Je poireaute au volant de ma chignole dans l’attente de mon homme lorsque je vois sortir le couple annoncé plus haut. Le mec a l’air furax après la souris. Il ne l’aide même pas à enfiler son manteau, ce tordu. Comme butor, on ne fait pas mieux. Faut croire qu’il a des dons cachés. Quand vous voyez une bath souris commak accouplée à un péquenot, vous pouvez parier une jambe articulée contre une gueule de bois, que le type a découvert l’art de l’expédier au septième ciel sans escale. Les superchampions du dodo toutes catégories ont toujours des bouilles impossibles ; sauf moi bien entendu, je crois opportun de le rappeler au passage. Les vilains-pas-beaux, les mufles, les petites tronches, les cerveaux lents ont, par compensation, leurs brevets de pilote et les gonzesses le savent. C’est pourquoi les plus futées d’entre elles ont souvent deux julots au pesage. Un chouette, genre Alain Delon, pour le théâtre, les « coquetèles » et les parties de tennis, et un locdu mal embouché pour les championnats de jambonneaux sur toile à matelas.
Conclusion, la fillette que voici est organisée. La vie ne la prendra jamais au dépourvu ; le dépourvu étant un endroit trop inconfortable.
Bref, comme disent mes confrères qui n’ont pas le don des transitions, le gros trapu et la belle pépée (on dirait le titre d’une fable) se dirigent en silence et à la file indienne vers une file de bagnoles non indiennes.
J’ai noté qu’au cours du dîner, ils ne se sont pas bonni trois mots.

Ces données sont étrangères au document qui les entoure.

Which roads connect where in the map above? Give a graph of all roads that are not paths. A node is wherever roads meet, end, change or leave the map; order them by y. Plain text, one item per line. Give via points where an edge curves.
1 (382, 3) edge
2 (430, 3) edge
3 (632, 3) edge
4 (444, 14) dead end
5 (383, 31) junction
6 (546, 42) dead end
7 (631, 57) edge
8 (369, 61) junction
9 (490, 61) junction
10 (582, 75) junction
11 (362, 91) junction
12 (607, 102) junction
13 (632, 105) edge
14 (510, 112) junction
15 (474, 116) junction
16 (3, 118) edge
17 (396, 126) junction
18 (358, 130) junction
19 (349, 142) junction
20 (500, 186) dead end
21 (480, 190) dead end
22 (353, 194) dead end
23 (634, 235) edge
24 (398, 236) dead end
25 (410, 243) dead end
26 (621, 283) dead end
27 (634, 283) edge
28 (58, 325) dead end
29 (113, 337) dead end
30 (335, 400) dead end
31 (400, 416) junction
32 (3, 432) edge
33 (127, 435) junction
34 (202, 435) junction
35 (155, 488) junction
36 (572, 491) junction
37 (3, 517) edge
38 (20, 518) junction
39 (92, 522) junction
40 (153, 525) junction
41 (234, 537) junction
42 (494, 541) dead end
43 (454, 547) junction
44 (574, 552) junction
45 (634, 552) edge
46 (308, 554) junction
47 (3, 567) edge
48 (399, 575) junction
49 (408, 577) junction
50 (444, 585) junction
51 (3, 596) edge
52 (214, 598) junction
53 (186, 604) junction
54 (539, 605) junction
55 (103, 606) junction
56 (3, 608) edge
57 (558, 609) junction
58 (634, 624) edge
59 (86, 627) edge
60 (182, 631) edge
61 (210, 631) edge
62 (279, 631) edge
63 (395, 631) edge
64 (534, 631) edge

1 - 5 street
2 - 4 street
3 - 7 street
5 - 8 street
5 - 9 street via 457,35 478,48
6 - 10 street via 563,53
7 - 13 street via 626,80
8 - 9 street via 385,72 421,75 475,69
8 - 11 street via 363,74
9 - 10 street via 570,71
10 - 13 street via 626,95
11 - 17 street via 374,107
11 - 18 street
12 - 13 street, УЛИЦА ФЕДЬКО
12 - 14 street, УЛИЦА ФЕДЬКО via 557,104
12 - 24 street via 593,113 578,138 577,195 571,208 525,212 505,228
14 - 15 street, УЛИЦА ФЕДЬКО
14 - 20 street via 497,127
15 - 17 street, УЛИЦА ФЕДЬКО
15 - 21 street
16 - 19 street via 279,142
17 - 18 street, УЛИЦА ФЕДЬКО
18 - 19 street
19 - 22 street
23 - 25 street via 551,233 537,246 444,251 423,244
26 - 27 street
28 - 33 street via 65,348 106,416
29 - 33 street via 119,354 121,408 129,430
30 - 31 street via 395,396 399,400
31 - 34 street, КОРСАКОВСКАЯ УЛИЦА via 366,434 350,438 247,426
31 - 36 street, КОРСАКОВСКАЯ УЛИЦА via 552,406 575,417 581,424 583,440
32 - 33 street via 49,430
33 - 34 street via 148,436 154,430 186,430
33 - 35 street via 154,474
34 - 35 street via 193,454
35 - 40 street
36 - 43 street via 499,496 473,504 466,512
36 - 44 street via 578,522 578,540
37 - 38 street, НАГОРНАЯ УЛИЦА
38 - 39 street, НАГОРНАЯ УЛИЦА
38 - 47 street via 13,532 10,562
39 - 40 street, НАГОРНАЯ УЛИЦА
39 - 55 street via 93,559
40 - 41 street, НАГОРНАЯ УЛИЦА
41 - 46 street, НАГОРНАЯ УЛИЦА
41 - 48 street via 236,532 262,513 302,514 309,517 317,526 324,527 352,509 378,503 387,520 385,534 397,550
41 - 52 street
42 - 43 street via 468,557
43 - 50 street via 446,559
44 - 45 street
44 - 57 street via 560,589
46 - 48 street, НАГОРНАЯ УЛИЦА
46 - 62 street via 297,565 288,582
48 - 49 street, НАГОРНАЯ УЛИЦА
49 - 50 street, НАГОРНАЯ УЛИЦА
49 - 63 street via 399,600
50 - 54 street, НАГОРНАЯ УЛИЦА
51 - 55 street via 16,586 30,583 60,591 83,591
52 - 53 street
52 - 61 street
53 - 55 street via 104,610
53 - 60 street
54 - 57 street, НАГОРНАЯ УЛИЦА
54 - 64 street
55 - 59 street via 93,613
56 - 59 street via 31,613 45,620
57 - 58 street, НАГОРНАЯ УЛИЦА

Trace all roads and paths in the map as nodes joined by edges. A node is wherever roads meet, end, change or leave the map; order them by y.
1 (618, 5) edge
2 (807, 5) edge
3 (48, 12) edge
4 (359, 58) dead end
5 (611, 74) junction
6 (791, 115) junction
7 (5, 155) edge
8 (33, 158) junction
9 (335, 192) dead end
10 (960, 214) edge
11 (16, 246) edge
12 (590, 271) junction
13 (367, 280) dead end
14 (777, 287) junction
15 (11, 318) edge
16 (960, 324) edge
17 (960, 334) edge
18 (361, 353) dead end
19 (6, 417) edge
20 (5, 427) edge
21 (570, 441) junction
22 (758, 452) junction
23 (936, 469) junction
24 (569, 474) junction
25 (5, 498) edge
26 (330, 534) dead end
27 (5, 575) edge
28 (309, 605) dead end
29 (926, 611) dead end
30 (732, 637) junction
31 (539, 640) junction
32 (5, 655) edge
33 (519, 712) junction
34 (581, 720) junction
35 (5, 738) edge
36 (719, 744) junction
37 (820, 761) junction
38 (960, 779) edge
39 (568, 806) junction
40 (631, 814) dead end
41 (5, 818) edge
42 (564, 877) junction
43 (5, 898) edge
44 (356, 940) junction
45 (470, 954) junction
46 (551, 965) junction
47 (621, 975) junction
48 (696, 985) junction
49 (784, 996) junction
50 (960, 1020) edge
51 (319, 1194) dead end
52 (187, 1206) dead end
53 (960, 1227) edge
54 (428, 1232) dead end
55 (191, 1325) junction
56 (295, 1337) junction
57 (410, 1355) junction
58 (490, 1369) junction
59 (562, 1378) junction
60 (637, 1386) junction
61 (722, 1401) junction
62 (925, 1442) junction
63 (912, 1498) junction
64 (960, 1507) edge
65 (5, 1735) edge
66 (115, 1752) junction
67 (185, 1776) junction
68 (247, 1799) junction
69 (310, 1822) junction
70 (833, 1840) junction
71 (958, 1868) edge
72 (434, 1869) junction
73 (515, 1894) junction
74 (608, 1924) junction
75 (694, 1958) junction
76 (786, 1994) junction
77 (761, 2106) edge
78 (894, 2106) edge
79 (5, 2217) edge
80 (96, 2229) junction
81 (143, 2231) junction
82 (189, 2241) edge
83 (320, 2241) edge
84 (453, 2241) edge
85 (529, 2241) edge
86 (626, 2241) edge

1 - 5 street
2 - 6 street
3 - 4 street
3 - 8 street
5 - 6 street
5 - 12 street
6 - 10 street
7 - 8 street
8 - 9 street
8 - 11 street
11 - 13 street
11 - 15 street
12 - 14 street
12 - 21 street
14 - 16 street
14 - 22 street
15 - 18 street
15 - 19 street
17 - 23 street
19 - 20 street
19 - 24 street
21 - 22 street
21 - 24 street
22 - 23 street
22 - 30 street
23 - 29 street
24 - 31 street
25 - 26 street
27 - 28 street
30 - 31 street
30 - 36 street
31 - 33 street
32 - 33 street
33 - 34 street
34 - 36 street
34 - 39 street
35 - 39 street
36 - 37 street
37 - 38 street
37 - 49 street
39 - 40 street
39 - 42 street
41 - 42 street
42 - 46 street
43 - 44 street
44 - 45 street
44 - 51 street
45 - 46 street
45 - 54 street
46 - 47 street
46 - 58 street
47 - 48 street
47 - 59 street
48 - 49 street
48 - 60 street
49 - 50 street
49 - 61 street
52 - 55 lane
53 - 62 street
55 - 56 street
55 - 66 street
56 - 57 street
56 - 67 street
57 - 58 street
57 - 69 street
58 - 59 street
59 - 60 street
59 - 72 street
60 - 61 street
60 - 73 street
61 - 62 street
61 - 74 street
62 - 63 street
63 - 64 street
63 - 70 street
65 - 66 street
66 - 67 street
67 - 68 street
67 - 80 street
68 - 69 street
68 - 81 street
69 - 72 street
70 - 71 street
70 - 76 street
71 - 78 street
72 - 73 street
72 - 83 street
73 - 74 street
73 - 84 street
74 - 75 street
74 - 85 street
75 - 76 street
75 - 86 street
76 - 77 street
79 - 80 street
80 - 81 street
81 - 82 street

Encore un sujet de révolte pour moi. Ne rien trouver à dire à une perlouze aussi rare dénote une atrophie du cerveau carabinée. Quand je vois une belle gosse, j’ai besoin de me manifester. Suivant son degré d’instruction, je lui parle de la dernière pièce d’Anouilh ou du dernier roman de Françoise Sagan. Quand je sors une cuisinière, je lui parle des recettes de tante Laure. Quand c’est une avocate, je lui raconte des histoires de barreaux de chaise. A une dentiste, je propose un bridge. Avec une marchande de poissons, je discute du Marais. Une actrice, je l’emmène côté jardin pour lui faire un doigt de cour. A une dactylo, je lui parle de son petit tabulateur tout en lui astiquant le clavier universel ; bref, je me mets à la portée, comme disait un chaud lapin de mes amis.
Donc, le mufle radine à sa bagnole. Naturlich, monsieur ne se soucie pas le moins du monde d’ouvrir la portière à mademoiselle. La galanterie française, sa pomme la met dans les waters avec le journal de la veille. Le voilà qui se carre au volant et qui attend. C’est alors que se produit un incident étrange, surprenant, bizarroïde et troublant. Au lieu de monter dans l’auto avec son petit camarade, la gosse s’élance en courant dans la rue mouillée. Elle trotte à perdre haleine, suivant l’expression favorite de mon cordonnier. Qu’est-ce à dire ? Le butor jaillit de sa charrette et se lance aux trousses de la poulette. Il est mastard, mais entre autres pointes, il en a une de vitesse qui mystifierait une médaille d’or des jeux olympiens.
En moins de temps qu’il n’en faut à Yul Brynner pour se faire la raie au milieu, il a rattrapé la fuyarde. Et en guise d’explications il se met à la dérouiller. Moi, vous me connaissez ! Ou si vous me connaissez pas, cherchez mon numéro de téléphone, je suis dans l’annuaire, afin qu’on prenne rencart. Défenseur du faible, de l’opprimé, de la veuve (si elle n’est pas tarte) et de l’orphelin. Je m’élance. J’arrive sur le mecton et je le fais pirouetter. Il pose sur moi un regard gélatineux. Il y a des zébrures sanglantes dans son œil bovin. Son front étroit, plissé par la hargne, s’étrécit encore.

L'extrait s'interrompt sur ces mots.